> [Your task]: In the records below, find the lines that include "highway" and copy each.
(Recorded data)
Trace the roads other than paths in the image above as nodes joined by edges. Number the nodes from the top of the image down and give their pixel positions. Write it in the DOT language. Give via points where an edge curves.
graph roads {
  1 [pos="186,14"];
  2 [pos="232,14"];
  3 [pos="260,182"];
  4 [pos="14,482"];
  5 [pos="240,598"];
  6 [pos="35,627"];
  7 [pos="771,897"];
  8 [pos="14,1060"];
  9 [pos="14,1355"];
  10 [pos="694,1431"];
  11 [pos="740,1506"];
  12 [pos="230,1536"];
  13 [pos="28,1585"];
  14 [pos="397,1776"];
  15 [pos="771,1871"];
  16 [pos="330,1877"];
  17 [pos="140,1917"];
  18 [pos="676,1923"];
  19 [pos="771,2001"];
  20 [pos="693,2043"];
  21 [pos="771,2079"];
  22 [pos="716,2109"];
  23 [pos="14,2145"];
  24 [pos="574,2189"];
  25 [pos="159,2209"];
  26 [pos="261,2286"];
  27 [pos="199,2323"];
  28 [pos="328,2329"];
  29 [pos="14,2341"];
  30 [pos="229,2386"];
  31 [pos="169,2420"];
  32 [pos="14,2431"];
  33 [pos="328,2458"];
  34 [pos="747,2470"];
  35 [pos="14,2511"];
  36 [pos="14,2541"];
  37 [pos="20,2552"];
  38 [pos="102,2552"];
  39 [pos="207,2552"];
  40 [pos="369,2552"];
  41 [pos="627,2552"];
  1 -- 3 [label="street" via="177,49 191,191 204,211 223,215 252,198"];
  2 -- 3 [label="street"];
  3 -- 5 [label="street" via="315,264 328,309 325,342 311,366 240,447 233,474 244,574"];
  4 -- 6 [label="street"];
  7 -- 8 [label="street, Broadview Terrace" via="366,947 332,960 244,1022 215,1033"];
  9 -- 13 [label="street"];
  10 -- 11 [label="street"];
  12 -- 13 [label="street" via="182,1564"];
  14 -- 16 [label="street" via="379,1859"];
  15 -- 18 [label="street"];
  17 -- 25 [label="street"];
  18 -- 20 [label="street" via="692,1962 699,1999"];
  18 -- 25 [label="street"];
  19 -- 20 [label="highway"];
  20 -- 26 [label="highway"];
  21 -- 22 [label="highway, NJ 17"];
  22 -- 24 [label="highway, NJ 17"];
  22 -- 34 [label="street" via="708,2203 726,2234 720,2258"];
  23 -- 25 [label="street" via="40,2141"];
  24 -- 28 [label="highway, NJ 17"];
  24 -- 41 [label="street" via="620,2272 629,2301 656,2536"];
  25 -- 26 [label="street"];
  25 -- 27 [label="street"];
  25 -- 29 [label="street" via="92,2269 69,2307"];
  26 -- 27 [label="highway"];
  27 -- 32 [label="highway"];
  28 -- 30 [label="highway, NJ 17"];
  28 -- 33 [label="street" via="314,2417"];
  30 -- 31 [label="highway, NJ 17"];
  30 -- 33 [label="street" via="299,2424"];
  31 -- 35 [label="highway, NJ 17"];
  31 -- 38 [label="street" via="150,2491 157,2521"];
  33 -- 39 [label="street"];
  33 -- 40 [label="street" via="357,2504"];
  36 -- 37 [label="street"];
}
(End Recorded data)
> [Exercise response]:
  19 -- 20 [label="highway"];
  20 -- 26 [label="highway"];
  21 -- 22 [label="highway, NJ 17"];
  22 -- 24 [label="highway, NJ 17"];
  24 -- 28 [label="highway, NJ 17"];
  26 -- 27 [label="highway"];
  27 -- 32 [label="highway"];
  28 -- 30 [label="highway, NJ 17"];
  30 -- 31 [label="highway, NJ 17"];
  31 -- 35 [label="highway, NJ 17"];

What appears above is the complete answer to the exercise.